### What is required
Please reproduce all of the data exactly as it appears, but skip the pictures.

-- -- --

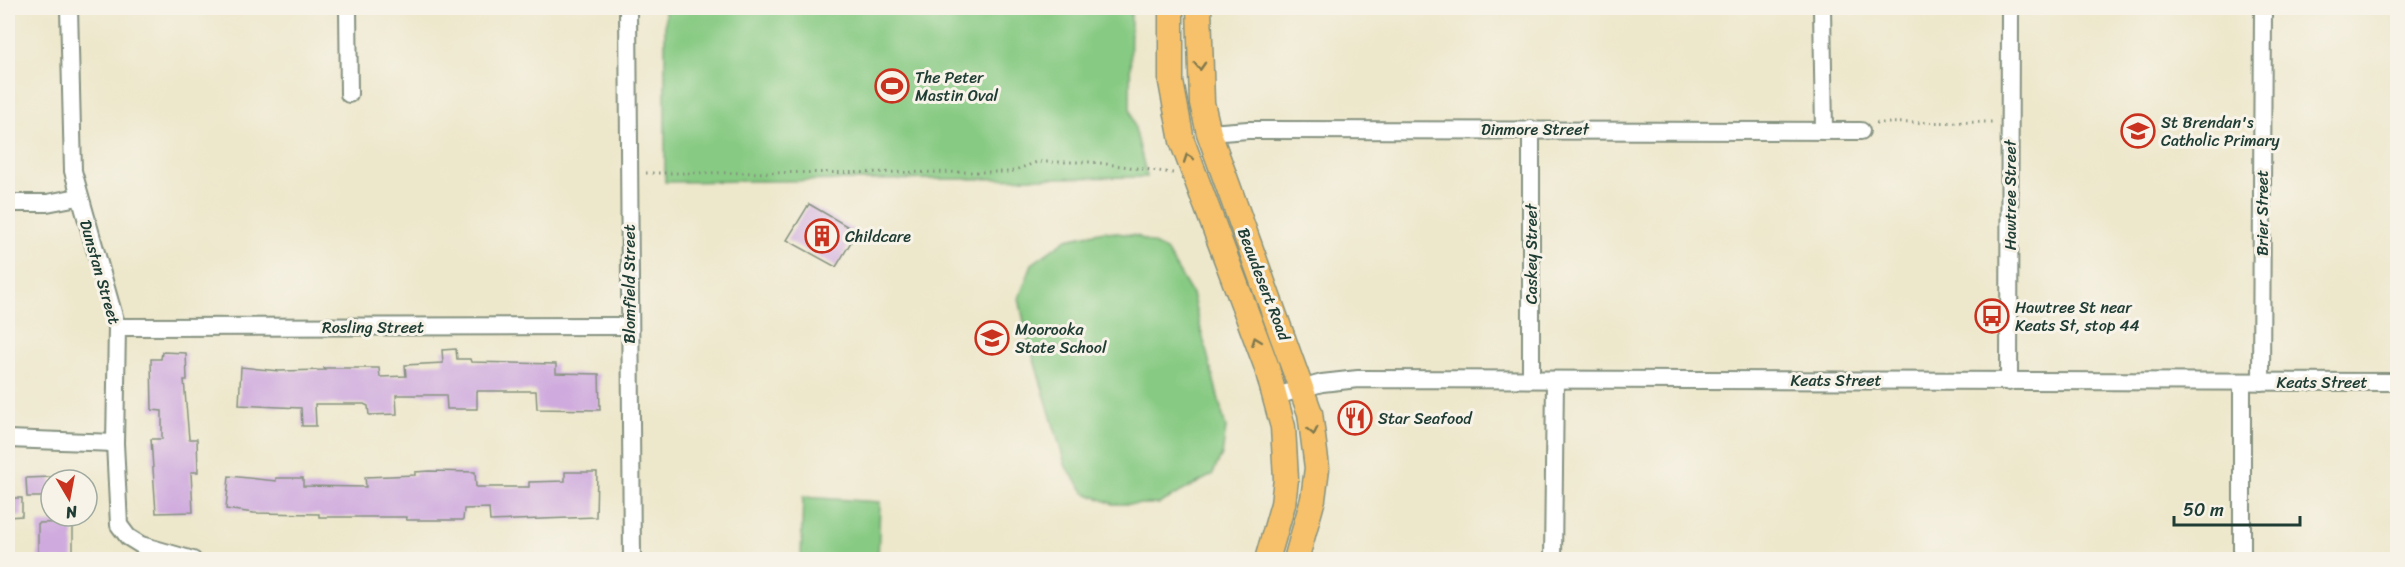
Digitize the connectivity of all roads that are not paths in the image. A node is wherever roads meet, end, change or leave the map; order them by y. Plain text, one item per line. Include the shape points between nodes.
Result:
1 (69, 8) edge
2 (348, 8) edge
3 (628, 8) edge
4 (1171, 8) edge
5 (1199, 8) edge
6 (1822, 8) edge
7 (2010, 8) edge
8 (2263, 8) edge
9 (349, 93) dead end
10 (1531, 129) junction
11 (1824, 131) junction
12 (1861, 131) road end
13 (1209, 133) junction
14 (78, 197) junction
15 (8, 203) edge
16 (629, 326) junction
17 (117, 327) junction
18 (1531, 380) junction
19 (1555, 380) junction
20 (2009, 382) junction
21 (2242, 382) junction
22 (2261, 382) junction
23 (2397, 382) edge
24 (1303, 388) junction
25 (1276, 396) junction
26 (8, 439) edge
27 (115, 443) junction
28 (193, 560) edge
29 (632, 560) edge
30 (1267, 560) edge
31 (1296, 560) edge
32 (1553, 560) edge
33 (2242, 560) edge

1 - 14 street, Dunstan Street via 71,145
2 - 9 street
3 - 16 street, Blomfield Street
25 -> 4 highway, Beaudesert Road via 1182,141 1171,82
5 -> 13 highway, Beaudesert Road via 1202,103
6 - 11 street
7 - 20 street, Hawtree Street
8 - 22 street, Brier Street
10 - 11 street, Dinmore Street
10 - 13 street, Dinmore Street
10 - 18 street, Caskey Street
11 - 12 street, Dinmore Street
13 - 24 highway, Beaudesert Road
14 - 15 street via 47,203
14 - 17 street, Dunstan Street
16 - 17 street, Rosling Street
16 - 29 street, Blomfield Street
17 - 27 street, Dunstan Street
18 - 19 street, Keats Street
18 - 24 street, Keats Street via 1358,380
19 - 20 street, Keats Street
19 - 32 street
20 - 21 street, Keats Street
21 - 22 street, Keats Street
21 - 33 street
22 - 23 street, Keats Street
24 - 25 street, Keats Street
24 -> 31 highway, Beaudesert Road via 1317,468 1314,499
25 - 30 highway, Beaudesert Road via 1283,426 1286,479
26 - 27 street
27 - 28 street, Dunstan Street via 119,525 141,545

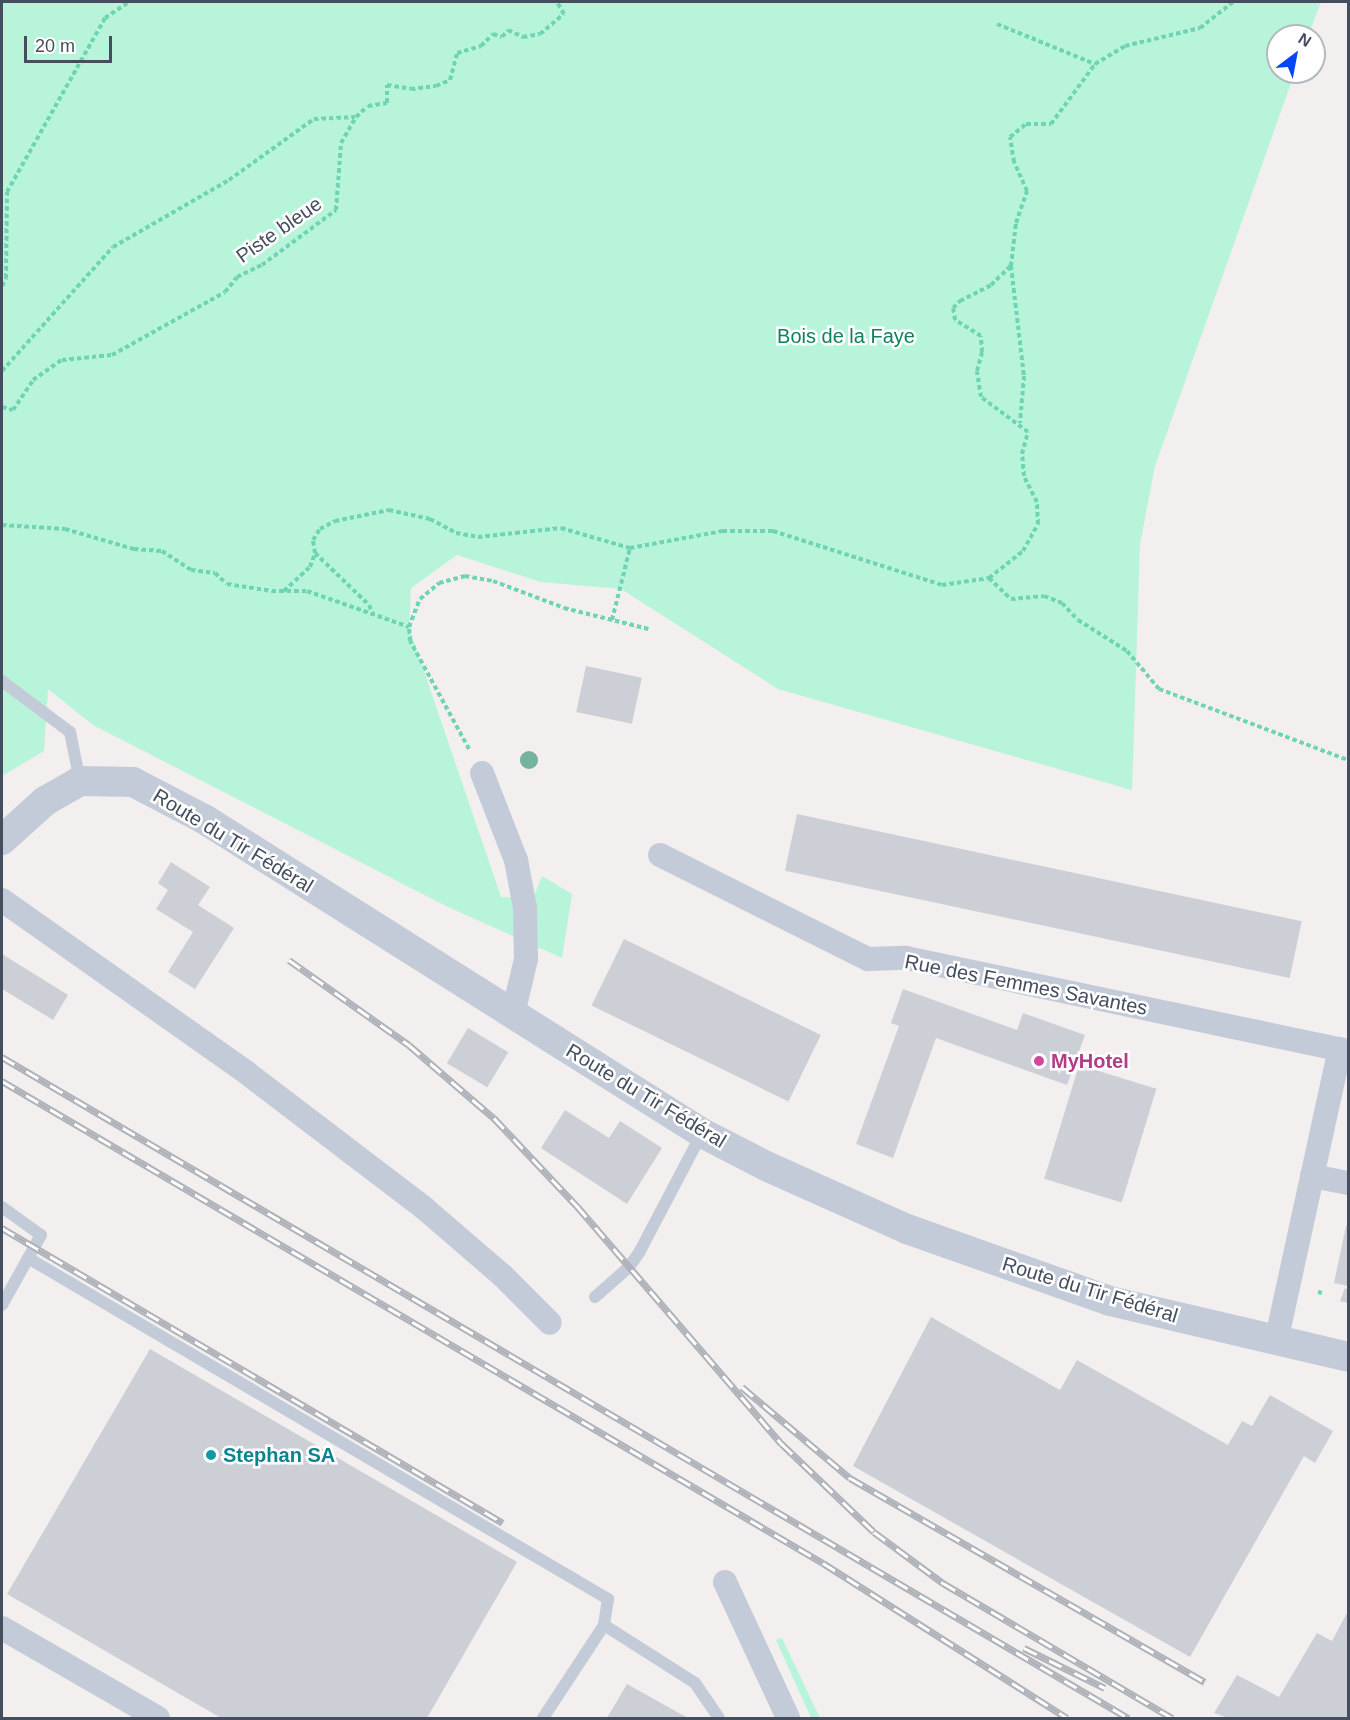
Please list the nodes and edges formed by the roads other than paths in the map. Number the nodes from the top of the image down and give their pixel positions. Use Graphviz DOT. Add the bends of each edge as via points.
graph roads {
  1 [pos="2,681"];
  2 [pos="482,773"];
  3 [pos="80,781"];
  4 [pos="2,840"];
  5 [pos="660,855"];
  6 [pos="2,900"];
  7 [pos="513,1014"];
  8 [pos="1344,1050"];
  9 [pos="702,1133"];
  10 [pos="1348,1183"];
  11 [pos="1310,1186"];
  12 [pos="2,1207"];
  13 [pos="28,1258"];
  14 [pos="594,1297"];
  15 [pos="2,1305"];
  16 [pos="550,1323"];
  17 [pos="1276,1342"];
  18 [pos="1348,1357"];
  19 [pos="725,1582"];
  20 [pos="604,1625"];
  21 [pos="2,1628"];
  22 [pos="158,1719"];
  23 [pos="543,1719"];
  24 [pos="719,1719"];
  25 [pos="788,1719"];
  1 -- 3 [label="lane" via="70,732"];
  2 -- 7 [label="street" via="516,860 525,908 526,959"];
  3 -- 4 [label="street" via="45,801"];
  3 -- 7 [label="street, Route du Tir Fédéral" via="133,782 204,819"];
  5 -- 8 [label="street, Rue des Femmes Savantes" via="868,959 906,958"];
  6 -- 16 [label="street" via="247,1073 424,1208 503,1275"];
  7 -- 9 [label="street, Route du Tir Fédéral"];
  8 -- 11 [label="street"];
  9 -- 14 [label="lane" via="640,1251 629,1267"];
  9 -- 17 [label="street, Route du Tir Fédéral" via="908,1229 987,1258 1110,1301"];
  10 -- 11 [label="street"];
  11 -- 17 [label="street"];
  12 -- 13 [label="lane" via="41,1235"];
  13 -- 15 [label="lane"];
  13 -- 20 [label="lane" via="608,1599"];
  17 -- 18 [label="street, Route du Tir Fédéral"];
  19 -- 25 [label="street"];
  20 -- 23 [label="lane"];
  20 -- 24 [label="lane" via="695,1683"];
  21 -- 22 [label="street"];
}
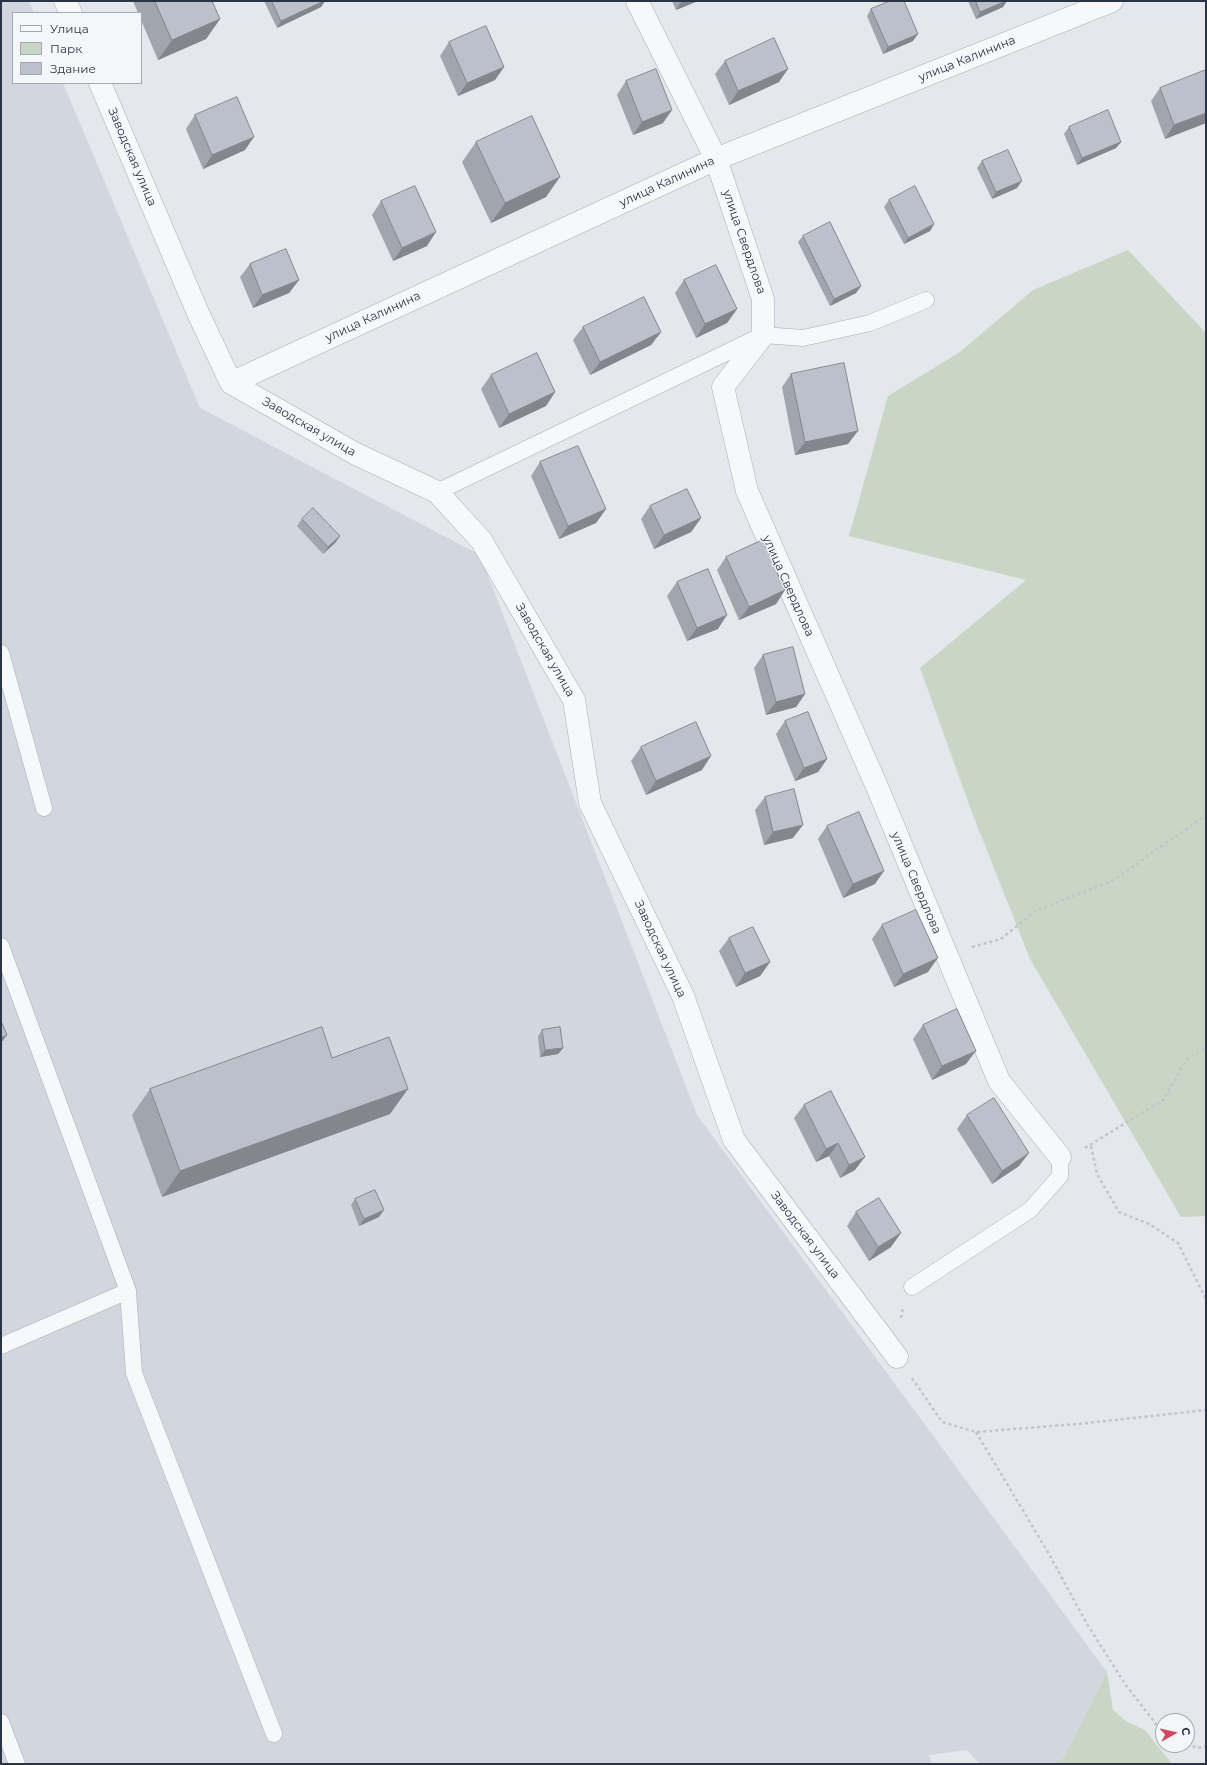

-- -- --

### Exercise answer
Digitize the connectivity of all roads that are not paths in the image. A node is wherever roads meet, end, change or leave the map; order them by y. Plain text, one item per line. Include the shape points between nodes.
Result:
1 (69, 8) edge
2 (348, 8) edge
3 (628, 8) edge
4 (1171, 8) edge
5 (1199, 8) edge
6 (1822, 8) edge
7 (2010, 8) edge
8 (2263, 8) edge
9 (349, 93) dead end
10 (1531, 129) junction
11 (1824, 131) junction
12 (1861, 131) road end
13 (1209, 133) junction
14 (78, 197) junction
15 (8, 203) edge
16 (629, 326) junction
17 (117, 327) junction
18 (1531, 380) junction
19 (1555, 380) junction
20 (2009, 382) junction
21 (2242, 382) junction
22 (2261, 382) junction
23 (2397, 382) edge
24 (1303, 388) junction
25 (1276, 396) junction
26 (8, 439) edge
27 (115, 443) junction
28 (193, 560) edge
29 (632, 560) edge
30 (1267, 560) edge
31 (1296, 560) edge
32 (1553, 560) edge
33 (2242, 560) edge

1 - 14 street, Dunstan Street via 71,145
2 - 9 street
3 - 16 street, Blomfield Street
25 -> 4 highway, Beaudesert Road via 1182,141 1171,82
5 -> 13 highway, Beaudesert Road via 1202,103
6 - 11 street
7 - 20 street, Hawtree Street
8 - 22 street, Brier Street
10 - 11 street, Dinmore Street
10 - 13 street, Dinmore Street
10 - 18 street, Caskey Street
11 - 12 street, Dinmore Street
13 - 24 highway, Beaudesert Road
14 - 15 street via 47,203
14 - 17 street, Dunstan Street
16 - 17 street, Rosling Street
16 - 29 street, Blomfield Street
17 - 27 street, Dunstan Street
18 - 19 street, Keats Street
18 - 24 street, Keats Street via 1358,380
19 - 20 street, Keats Street
19 - 32 street
20 - 21 street, Keats Street
21 - 22 street, Keats Street
21 - 33 street
22 - 23 street, Keats Street
24 - 25 street, Keats Street
24 -> 31 highway, Beaudesert Road via 1317,468 1314,499
25 - 30 highway, Beaudesert Road via 1283,426 1286,479
26 - 27 street
27 - 28 street, Dunstan Street via 119,525 141,545

Please list the nodes and edges formed by the roads other than paths in the map. Number the nodes from the top of the image down and give their pixel positions. Use Graphviz DOT. Add the bends of each edge as via points.
graph roads {
  1 [pos="2,681"];
  2 [pos="482,773"];
  3 [pos="80,781"];
  4 [pos="2,840"];
  5 [pos="660,855"];
  6 [pos="2,900"];
  7 [pos="513,1014"];
  8 [pos="1344,1050"];
  9 [pos="702,1133"];
  10 [pos="1348,1183"];
  11 [pos="1310,1186"];
  12 [pos="2,1207"];
  13 [pos="28,1258"];
  14 [pos="594,1297"];
  15 [pos="2,1305"];
  16 [pos="550,1323"];
  17 [pos="1276,1342"];
  18 [pos="1348,1357"];
  19 [pos="725,1582"];
  20 [pos="604,1625"];
  21 [pos="2,1628"];
  22 [pos="158,1719"];
  23 [pos="543,1719"];
  24 [pos="719,1719"];
  25 [pos="788,1719"];
  1 -- 3 [label="lane" via="70,732"];
  2 -- 7 [label="street" via="516,860 525,908 526,959"];
  3 -- 4 [label="street" via="45,801"];
  3 -- 7 [label="street, Route du Tir Fédéral" via="133,782 204,819"];
  5 -- 8 [label="street, Rue des Femmes Savantes" via="868,959 906,958"];
  6 -- 16 [label="street" via="247,1073 424,1208 503,1275"];
  7 -- 9 [label="street, Route du Tir Fédéral"];
  8 -- 11 [label="street"];
  9 -- 14 [label="lane" via="640,1251 629,1267"];
  9 -- 17 [label="street, Route du Tir Fédéral" via="908,1229 987,1258 1110,1301"];
  10 -- 11 [label="street"];
  11 -- 17 [label="street"];
  12 -- 13 [label="lane" via="41,1235"];
  13 -- 15 [label="lane"];
  13 -- 20 [label="lane" via="608,1599"];
  17 -- 18 [label="street, Route du Tir Fédéral"];
  19 -- 25 [label="street"];
  20 -- 23 [label="lane"];
  20 -- 24 [label="lane" via="695,1683"];
  21 -- 22 [label="street"];
}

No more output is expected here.